Did you catch it before turning on the ignition or Acc
If no, It's really hard to guess what might be damaged. The
There's a pretty good chance you came out of this clean.
posted 04-13-2010 09:36 AM ET (US)
That is reassuring. Thanks. The ignition was not turned on while the wires were in the wrong places. And no accessories were connected.
posted 04-13-2010 10:45 AM ET (US)
You are just fine - even if you turned a switch on - because with both connectors/wires connected to either the positive or negative post on the battery, there is no current flow. ---- Jerry/Idaho
posted 04-13-2010 11:14 AM ET (US)
Note that the accessories were wired with reverse polarity. The only reason you did not sustain damage to the accessories is that you did not have them connected. May the "force" continue to be with you !!

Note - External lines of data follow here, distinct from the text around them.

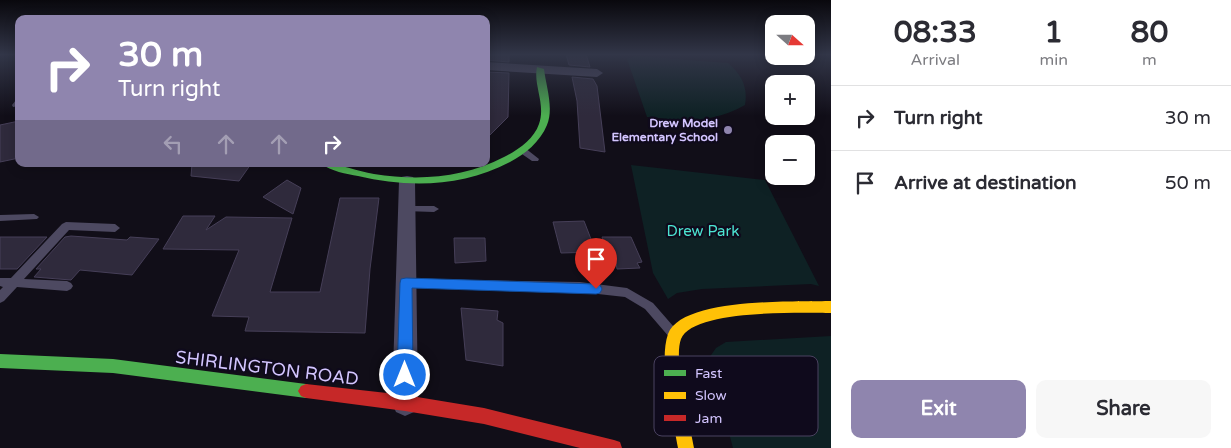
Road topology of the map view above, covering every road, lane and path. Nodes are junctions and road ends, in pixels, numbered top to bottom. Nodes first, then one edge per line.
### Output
1 (541, 75) edge
2 (522, 150) junction
3 (535, 159) dead end
4 (336, 167) edge
5 (407, 181) junction
6 (407, 209) junction
7 (434, 209) dead end
8 (34, 217) dead end
9 (0, 218) edge
10 (114, 228) dead end
11 (0, 282) edge
12 (13, 283) junction
13 (406, 283) junction
14 (67, 286) dead end
15 (0, 298) edge
16 (831, 308) edge
17 (675, 335) junction
18 (673, 356) edge
19 (0, 361) edge
20 (405, 403) junction
21 (614, 448) edge

1 - 2 street
2 - 3 lane
2 - 5 street
4 - 5 street
5 - 6 street
6 - 7 lane
6 - 13 street
8 - 9 lane
10 - 12 lane
11 - 12 lane
12 - 14 lane
12 - 15 lane
13 - 17 lane
13 - 20 street
16 - 17 street
17 - 18 street
19 - 20 street, SHIRLINGTON ROAD
20 - 21 street, SHIRLINGTON ROAD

posted 04-13-2010 11:50 AM ET (US)
If I read the original post correctly, David said both starter leads were wired to the same post but the accessory leads were wired positive to negative and negative to positive of the battery.

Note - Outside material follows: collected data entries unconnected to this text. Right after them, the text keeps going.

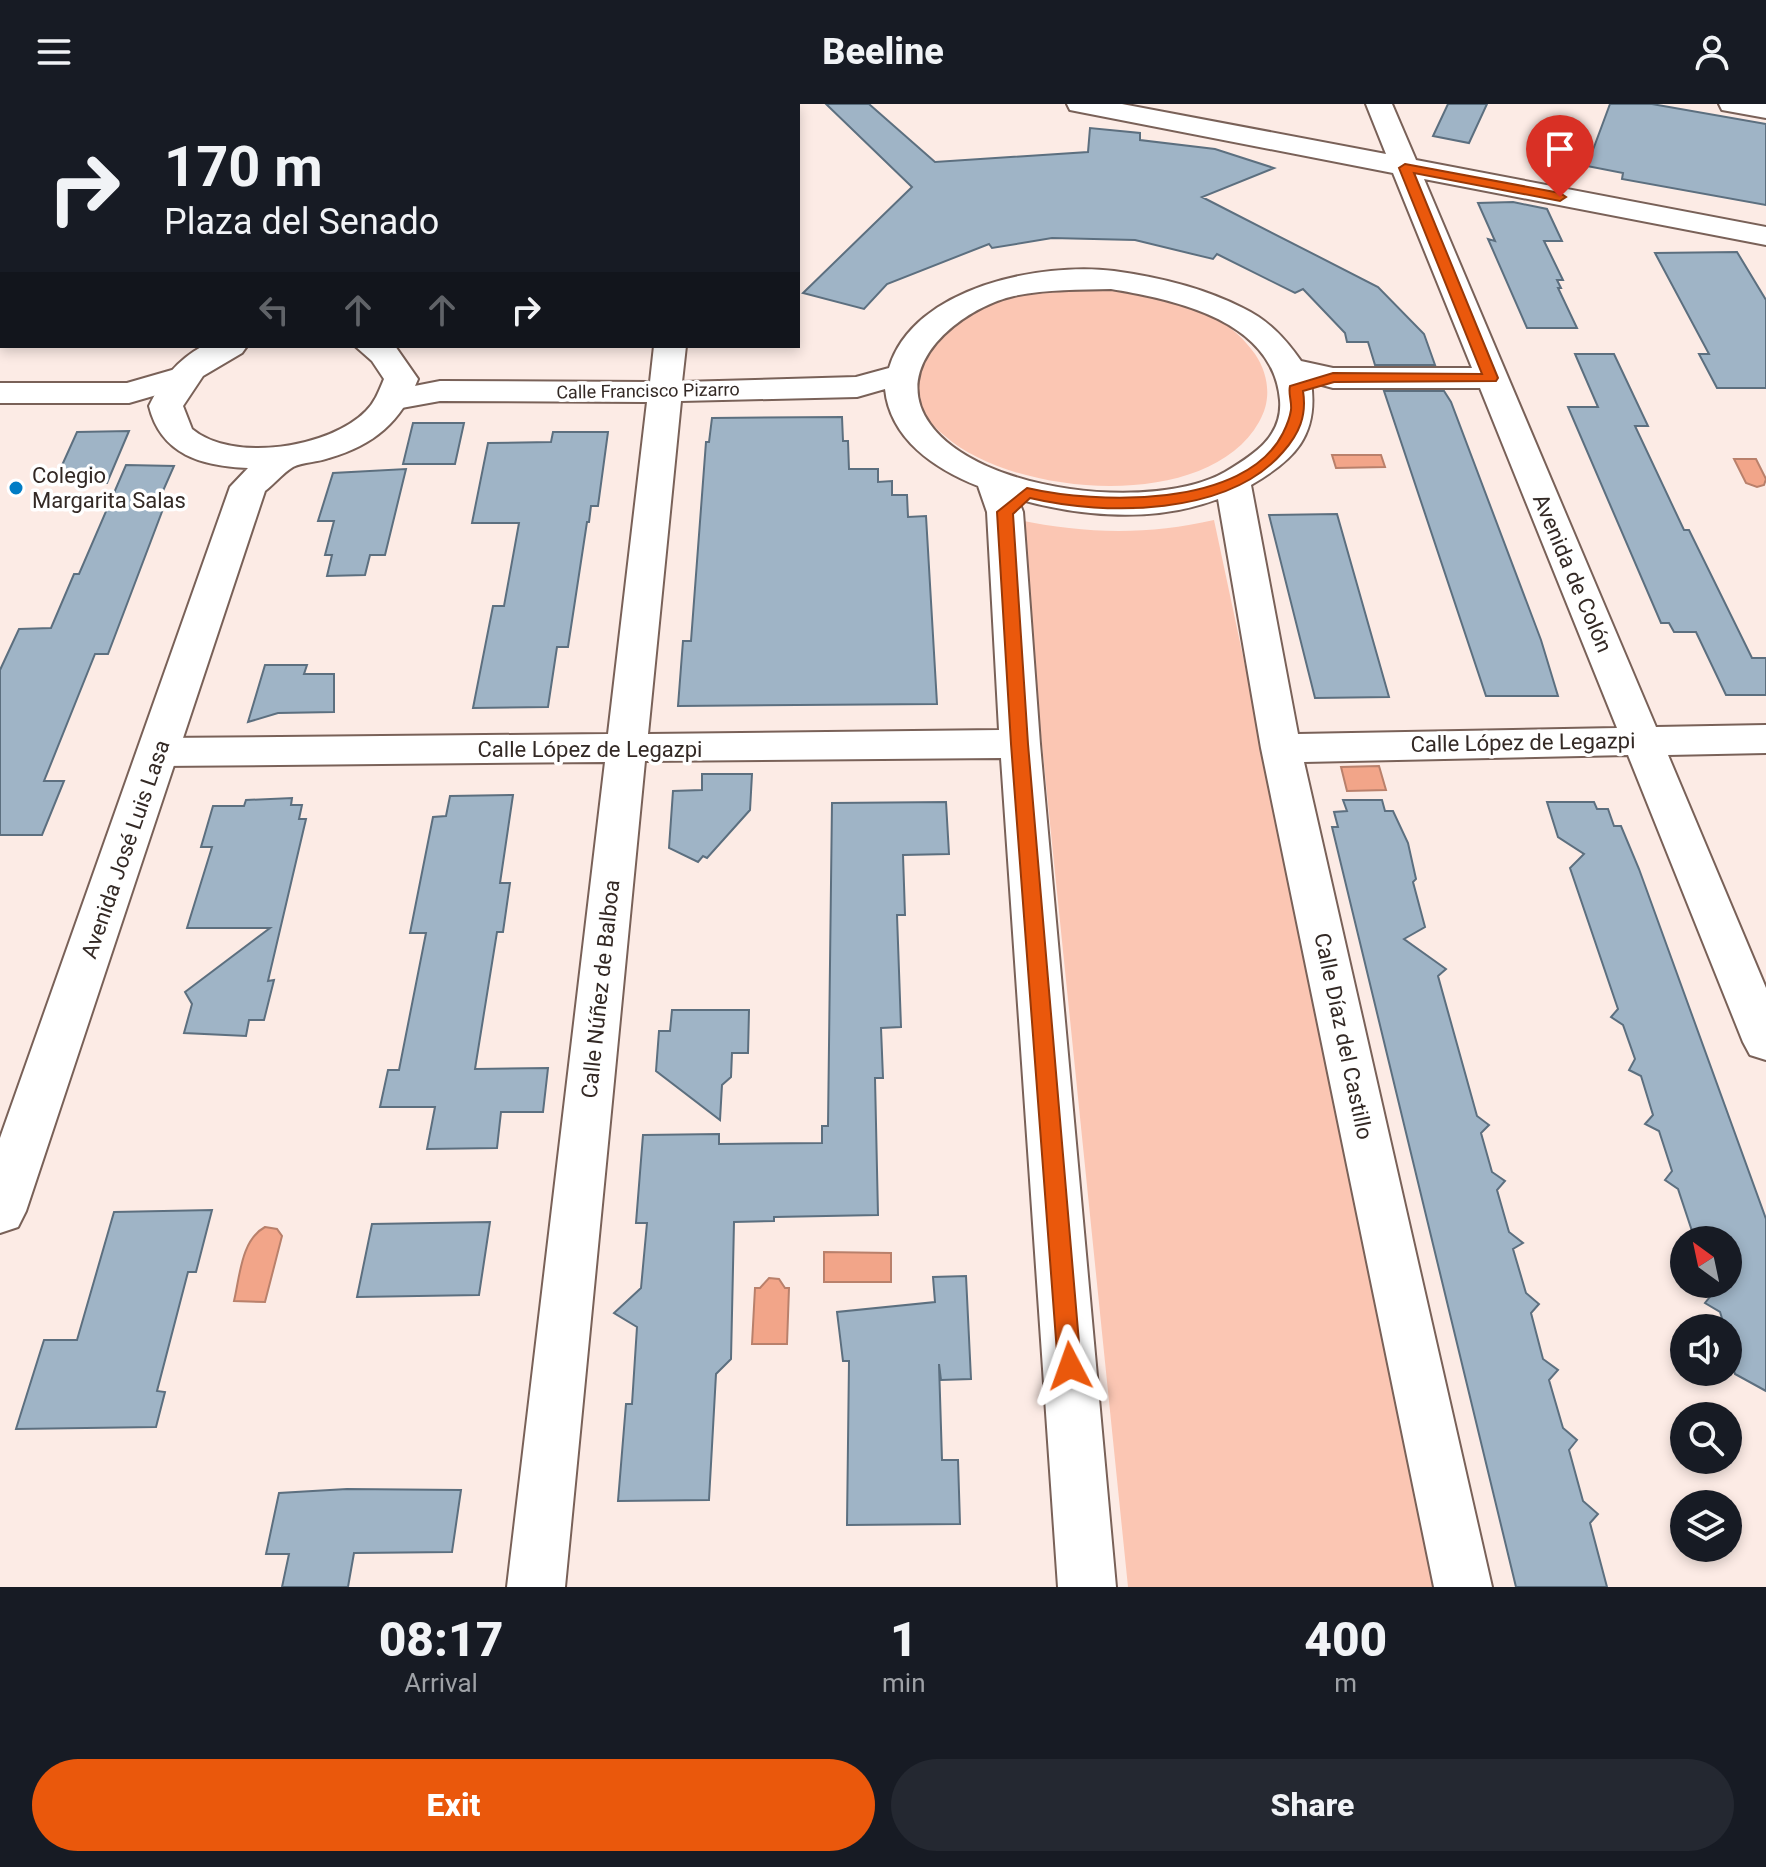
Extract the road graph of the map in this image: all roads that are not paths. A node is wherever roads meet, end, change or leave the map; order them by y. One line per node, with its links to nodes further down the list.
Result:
1 (1080, 104): 5 (street)
2 (1379, 104): 5 (street, Avenida de Colón)
3 (1732, 104): 4 (street)
4 (1766, 110)
5 (1405, 168): 6 (street); 10 (street, Avenida de Colón)
6 (1766, 236)
7 (226, 348): 14 (street)
8 (375, 348): 13 (street)
9 (670, 348): 15 (street, Calle Núñez de Balboa)
10 (1491, 378): 11 (street); 20 (street, Avenida de Colón)
11 (1293, 379): 12 (street); 18 (street)
12 (901, 386): 15 (street, Calle Francisco Pizarro); 19 (street)
13 (398, 389): 15 (street, Calle Francisco Pizarro); 17 (street)
14 (172, 392): 16 (street); 17 (street)
15 (665, 392): 24 (street, Calle Núñez de Balboa)
16 (0, 393)
17 (239, 472): 25 (street, Avenida José Luis Lasa)
18 (1233, 483): 19 (street); 23 (street, Calle Díaz del Castillo)
19 (1009, 496): 22 (street)
20 (1643, 739): 21 (street, Calle López de Legazpi); 23 (street, Calle López de Legazpi); 26 (street, Avenida de Colón)
21 (1766, 739)
22 (1020, 744): 24 (street, Calle López de Legazpi); 29 (street)
23 (1281, 748): 30 (street, Calle Díaz del Castillo)
24 (627, 749): 25 (street, Calle López de Legazpi); 28 (street, Calle Núñez de Balboa)
25 (159, 752): 27 (street, Avenida José Luis Lasa)
26 (1766, 1042)
27 (0, 1211)
28 (536, 1587)
29 (1087, 1587)
30 (1463, 1587)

If this is the case refer to Chucks answer.
posted 04-13-2010 01:02 PM ET (US)
The only wires connected to the positive side of the battery were the two big cables coming from the engine. All of the other (smaller) wires were connected to the negative side of the battery.
posted 04-13-2010 02:01 PM ET (US)
Did he have his green card?
posted 04-13-2010 06:26 PM ET (US)
This makes a good case for having a battery switch that you habitually leave in the OFF position.
posted 04-13-2010 06:39 PM ET (US)
Jerry is correct, If what you said is the way it was connected you lucked out, there was no current going through the electrical system unless you have another ground somewhere...
posted 04-14-2010 09:04 PM ET (US)
Interpreting the narrative of the connection problems, I conclude:
The primary positive and negative distribution circuits were both connected to the battery positive terminal.
A secondary positive distribution circuit was connected to the battery negative.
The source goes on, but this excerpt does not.